The cache lifetime is tied to:

  • The simulator's dt_ value. Calling build_lazy(dt) a second time with a different \(\Delta t\) throws away all segments and starts fresh — the trapezoidal companion is \(\Delta t\)-dependent.
  • The graph + device-pool topology. If you mutate the underlying Graph or DevicePool (add a new device, change a resistance value), the cached J matrices become stale. Pulsim doesn't detect this automatically — the caller is responsible for either (a) calling build_lazy(dt) again to invalidate, or (b) using pp.simulate(...)'s default pattern where a fresh PwlStateSpaceCache is constructed per simulation run.

In practice, parameter sweeps create a fresh cache per parameter combination; the rebuild cost is paid per sweep point, not per step. Pulsim's pulsim.sweep.sweep(builder, parameter, values) helper handles this lifecycle automatically.


4.8 Test coverage

core/tests/layer4/test_pwl_cache.cpp covers the cache's invariants directly:

Test What it asserts
cache.build_lazy(dt) → solve(mask) produces correct output Numerical correctness vs analytic on a buck fixture
First call adds to segments_; second call doesn't Lazy-build semantics
Same mask → same cached factor Pointer equality of solver before/after second call
Different dt → fresh build Invalidation semantics
Eager vs lazy give bit-identical results The two modes only differ in when the build happens

core/tests/layer4/test_pwl_cache_rank1.cpp covers the solve_rank1 fast-path (chapter 7's contribution); v1.3.0 asserts rank1_hits ≥ 8 out of 15 single-bit flips on a 4-bit Gray-code sweep, proving the partial-refactor path actually engages on the majority of single-bit transitions.

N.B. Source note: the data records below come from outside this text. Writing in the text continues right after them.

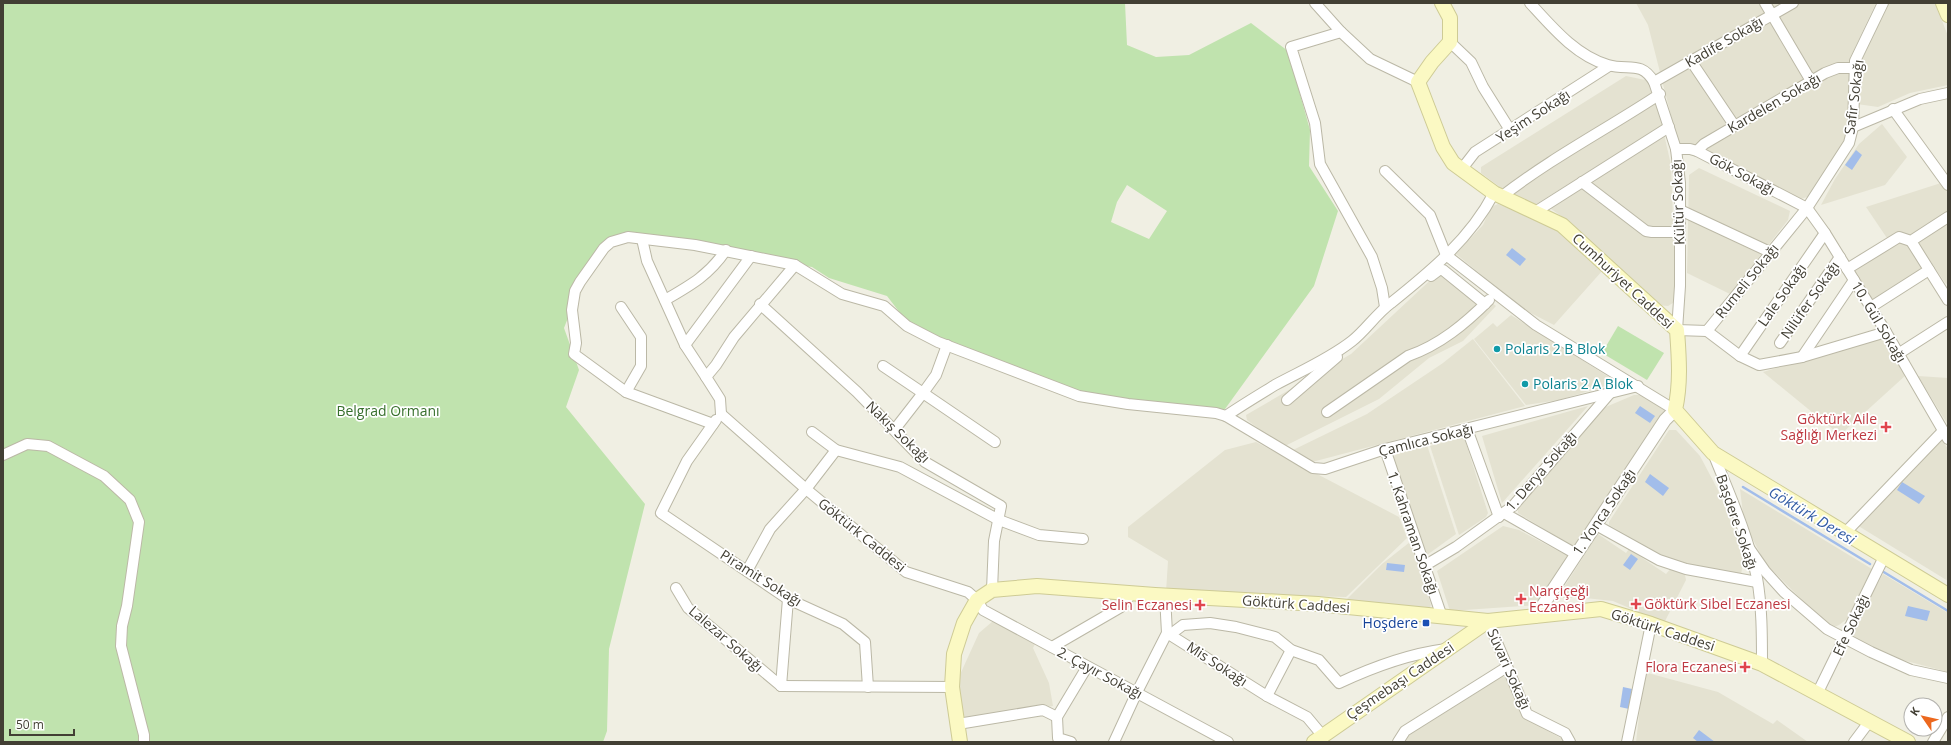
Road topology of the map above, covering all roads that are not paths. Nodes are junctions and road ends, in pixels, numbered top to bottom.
1 (1315, 3) edge
2 (1442, 3) edge
3 (1530, 3) edge
4 (1765, 3) edge
5 (1793, 3) edge
6 (1883, 3) edge
7 (1943, 3) edge
8 (1948, 14) edge
9 (1772, 15) junction
10 (1341, 32) junction
11 (1450, 42) junction
12 (1691, 61) junction
13 (1609, 66) junction
14 (1855, 68) junction
15 (1811, 81) junction
16 (1418, 82) junction
17 (1654, 82) junction
18 (1948, 93) edge
19 (1660, 94) junction
20 (1893, 109) junction
21 (1734, 126) junction
22 (1669, 127) junction
23 (1853, 127) junction
24 (1510, 130) junction
25 (1676, 149) junction
26 (1697, 151) junction
27 (1461, 170) junction
28 (1385, 171) dead end
29 (1582, 182) junction
30 (1948, 185) edge
31 (1498, 195) junction
32 (1807, 208) junction
33 (1680, 210) junction
34 (1535, 212) junction
35 (1948, 217) edge
36 (1680, 232) junction
37 (1825, 233) junction
38 (642, 239) junction
39 (1911, 241) junction
40 (726, 250) junction
41 (1770, 252) junction
42 (751, 256) junction
43 (1446, 256) junction
44 (1840, 257) junction
45 (795, 265) junction
46 (1847, 268) junction
47 (1929, 270) junction
48 (1854, 280) junction
49 (1944, 285) edge
50 (1494, 294) junction
51 (665, 300) junction
52 (1948, 300) edge
53 (760, 304) junction
54 (1485, 304) junction
55 (621, 307) dead end
56 (1385, 307) junction
57 (1871, 307) junction
58 (1948, 322) edge
59 (1676, 330) junction
60 (1707, 331) junction
61 (1886, 332) junction
62 (1780, 343) dead end
63 (685, 345) junction
64 (947, 345) junction
65 (1898, 354) junction
66 (1740, 356) junction
67 (1802, 356) junction
68 (883, 366) dead end
69 (706, 377) junction
70 (1638, 386) junction
71 (626, 392) junction
72 (924, 393) junction
73 (1610, 393) junction
74 (1287, 400) dead end
75 (1676, 410) junction
76 (1327, 412) dead end
77 (721, 414) junction
78 (1226, 416) junction
79 (713, 424) junction
80 (895, 429) junction
81 (1467, 429) junction
82 (812, 432) dead end
83 (1946, 435) edge
84 (995, 442) dead end
85 (1385, 449) junction
86 (836, 450) junction
87 (1713, 453) junction
88 (3, 455) edge
89 (806, 489) junction
90 (1501, 515) junction
91 (999, 520) junction
92 (1596, 525) junction
93 (1845, 533) junction
94 (1083, 539) dead end
95 (1749, 548) junction
96 (1576, 554) junction
97 (1884, 557) junction
98 (1424, 566) junction
99 (747, 571) junction
100 (1757, 582) junction
101 (676, 588) dead end
102 (992, 590) junction
103 (1132, 593) junction
104 (1948, 595) edge
105 (1165, 596) junction
106 (788, 599) junction
107 (977, 600) junction
108 (1535, 616) junction
109 (1442, 617) junction
110 (1488, 621) junction
111 (1651, 624) junction
112 (1169, 634) junction
113 (1845, 638) junction
114 (1052, 647) junction
115 (1449, 648) junction
116 (1291, 650) junction
117 (1762, 664) junction
118 (1087, 667) junction
119 (1507, 667) junction
120 (1948, 678) edge
121 (781, 686) junction
122 (868, 687) junction
123 (952, 688) junction
124 (1137, 692) junction
125 (1817, 694) junction
126 (1267, 696) junction
127 (1057, 717) junction
128 (1948, 717) edge
129 (1868, 722) junction
130 (958, 724) junction
131 (1318, 738) edge
132 (144, 742) edge
133 (960, 742) edge
134 (1071, 742) edge
135 (1114, 742) edge
136 (1228, 742) edge
137 (1398, 742) edge
138 (1570, 742) edge
139 (1627, 742) edge
140 (1854, 742) edge
141 (1908, 742) edge
142 (1933, 742) edge

1 - 10 street
2 - 11 main road
3 - 13 street
4 - 9 street
5 - 9 street, Kadife Sokağı
6 - 14 street, Safir Sokağı
7 - 8 main road
9 - 12 street, Kadife Sokağı
9 - 15 street
10 - 16 street
10 - 56 street
11 - 16 main road
11 - 24 street
12 - 17 street, Kadife Sokağı
12 - 21 street
13 - 17 street, Kültür Sokağı
13 - 24 street, Yeşim Sokağı
14 - 15 street, Kardelen Sokağı
14 - 23 street, Safir Sokağı
15 - 21 street, Kardelen Sokağı
16 - 27 main road, Cumhuriyet Caddesi
17 - 19 street, Kültür Sokağı
18 - 20 street
19 - 22 street, Kültür Sokağı
19 - 31 street
20 - 23 street
20 - 30 street
21 - 26 street, Kardelen Sokağı
22 - 25 street, Kültür Sokağı
22 - 29 street
23 - 32 street, Safir Sokağı
24 - 27 street, Yeşim Sokağı
25 - 26 street, Gök Sokağı
25 - 33 street, Kültür Sokağı
26 - 32 street, Gök Sokağı
27 - 31 main road, Cumhuriyet Caddesi
28 - 43 street
29 - 34 street
29 - 36 street
31 - 34 main road, Cumhuriyet Caddesi
31 - 43 street
32 - 37 street, 10. Gül Sokağı
32 - 41 street, Rumeli Sokağı
33 - 36 street, Kültür Sokağı
33 - 41 street
34 - 59 main road, Cumhuriyet Caddesi
35 - 39 street
36 - 59 street, Kültür Sokağı
37 - 44 street, 10. Gül Sokağı
37 - 66 street, Lale Sokağı
38 - 40 street
38 - 51 street
38 - 71 street
39 - 46 street
39 - 47 street
40 - 42 street
40 - 51 street
41 - 60 street, Rumeli Sokağı
42 - 45 street
42 - 63 street
43 - 50 street
43 - 56 street
44 - 46 street, 10. Gül Sokağı
44 - 62 street, Nilüfer Sokağı
45 - 53 street
45 - 64 street, Çamlıca Sokağı
46 - 48 street, 10. Gül Sokağı
47 - 49 street
47 - 57 street
48 - 57 street, 10. Gül Sokağı
48 - 67 street
49 - 52 street
50 - 54 street
50 - 70 street
51 - 63 street
53 - 69 street
53 - 80 street, Nakış Sokağı
54 - 74 street
54 - 76 street
55 - 71 street
56 - 78 street
57 - 61 street, 10. Gül Sokağı
58 - 65 street
59 - 60 street, Rumeli Sokağı
59 - 75 main road, Cumhuriyet Caddesi
60 - 66 street
61 - 65 street, 10. Gül Sokağı
61 - 67 street
63 - 69 street
64 - 72 street
64 - 78 street, Çamlıca Sokağı
65 - 83 street, 10. Gül Sokağı
66 - 67 street
68 - 72 street
69 - 77 street
70 - 73 street, Çamlıca Sokağı
70 - 75 street
71 - 79 street
72 - 80 street
72 - 84 street
73 - 81 street, Çamlıca Sokağı
73 - 90 street, 1. Derya Sokağı
75 - 87 main road
75 - 92 street, 1. Yonca Sokağı
77 - 79 street
77 - 89 street, Göktürk Caddesi
78 - 85 street, Çamlıca Sokağı
79 - 99 street, Piramit Sokağı
80 - 91 street, Nakış Sokağı
81 - 85 street, Çamlıca Sokağı
81 - 90 street
82 - 86 street
83 - 93 street
85 - 98 street, 1. Kahraman Sokağı
86 - 89 street
86 - 91 street
87 - 93 main road
87 - 95 street, Başdere Sokağı
88 - 132 street
89 - 99 street
89 - 107 street, Göktürk Caddesi
90 - 96 street
90 - 98 street, 1. Derya Sokağı
91 - 94 street
91 - 102 street, Nakış Sokağı
92 - 96 street, 1. Yonca Sokağı
92 - 100 street
93 - 97 main road
95 - 100 street, Başdere Sokağı
95 - 113 street
96 - 108 street, 1. Yonca Sokağı
97 - 104 main road
97 - 113 street, Efe Sokağı
98 - 109 street, 1. Kahraman Sokağı
99 - 106 street, Piramit Sokağı
100 - 117 street, Başdere Sokağı
101 - 121 street, Lalezar Sokağı
102 - 103 main road, Göktürk Caddesi
102 - 107 main road, Göktürk Caddesi
103 - 105 main road, Göktürk Caddesi
103 - 114 street
105 - 109 main road, Göktürk Caddesi
105 - 112 street
106 - 121 street
106 - 122 street, Piramit Sokağı
107 - 114 street, 2. Çayır Sokağı
107 - 123 main road
108 - 110 main road, Göktürk Caddesi
108 - 111 main road, Göktürk Caddesi
109 - 110 main road, Göktürk Caddesi
110 - 115 main road, Çeşmebaşı Caddesi
110 - 119 street, Süvari Sokağı
111 - 117 main road, Göktürk Caddesi
111 - 139 street
112 - 116 street
112 - 124 street
112 - 126 street, Mis Sokağı
113 - 120 street
113 - 125 street, Efe Sokağı
114 - 118 street, 2. Çayır Sokağı
115 - 116 street
115 - 131 main road, Çeşmebaşı Caddesi
116 - 126 street
117 - 125 main road, Göktürk Caddesi
118 - 124 street, 2. Çayır Sokağı
118 - 127 street
119 - 137 street
119 - 138 street, Süvari Sokağı
121 - 122 street
122 - 123 street
123 - 130 main road
124 - 135 street
124 - 136 street, 2. Çayır Sokağı
125 - 129 main road, Göktürk Caddesi
126 - 131 street, Mis Sokağı
127 - 130 street
127 - 134 street
128 - 142 street
129 - 140 street
129 - 141 main road, Göktürk Caddesi
130 - 133 main road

4.9 Where this lives in the codebase

Concept Header Line range
PwlSegment data structure core/include/pulsim/pwl/cache.hpp ~100-160
PwlStateSpaceCache::build_lazy same ~200-270
PwlStateSpaceCache::solve same ~280-340
PwlStateSpaceCache::solve_rank1 same ~340-440 (v1.3.0+)
assemble_segment(graph, pool, mask, dt) core/include/pulsim/pwl/assemble.hpp full file

4.10 Takeaways

  • The PWL state-space cache stores one fully-built segment (J, b_constant, factorised solver) per distinct switch mask the simulation visits.
  • The hot path is lookup + triangular solve — typically \(\sim 5\) µs, vs \(\sim 50\) µs for a SPICE-style re-factorise per step.
  • Break-even vs SPICE is at \(\le 10\) steps; asymptotic speedup is \(\sim 10\times\).
  • The cache is lazy by default (segments build on first encounter). Eager mode exists for deterministic-latency workloads (HIL, real-time control).
  • The cache doesn't help when masks don't repeat (closed-loop PWM with continuously-modulated duty). That's where chapter 7's path-based partial refactor takes over.

4.11 Further reading

  • PLECS architecture — Allmeling & Hammer, "PLECS — Piece-wise linear electrical circuit simulation for Simulink", IEEE PESC 1999. The first public articulation of the per- switch-state caching pattern Pulsim refines.
  • HIL real-time constraints — Bélanger, Snider et al., "Real Time Simulation Technologies in Education", Opal-RT whitepaper. The motivation for eager-mode pre-building.
  • In Pulsimdocs/internals/layer4-pwl-state-space-cache.md has the per-method walkthrough with implementation diffs.
  • In this doc setChapter 7 for what happens when masks don't repeat.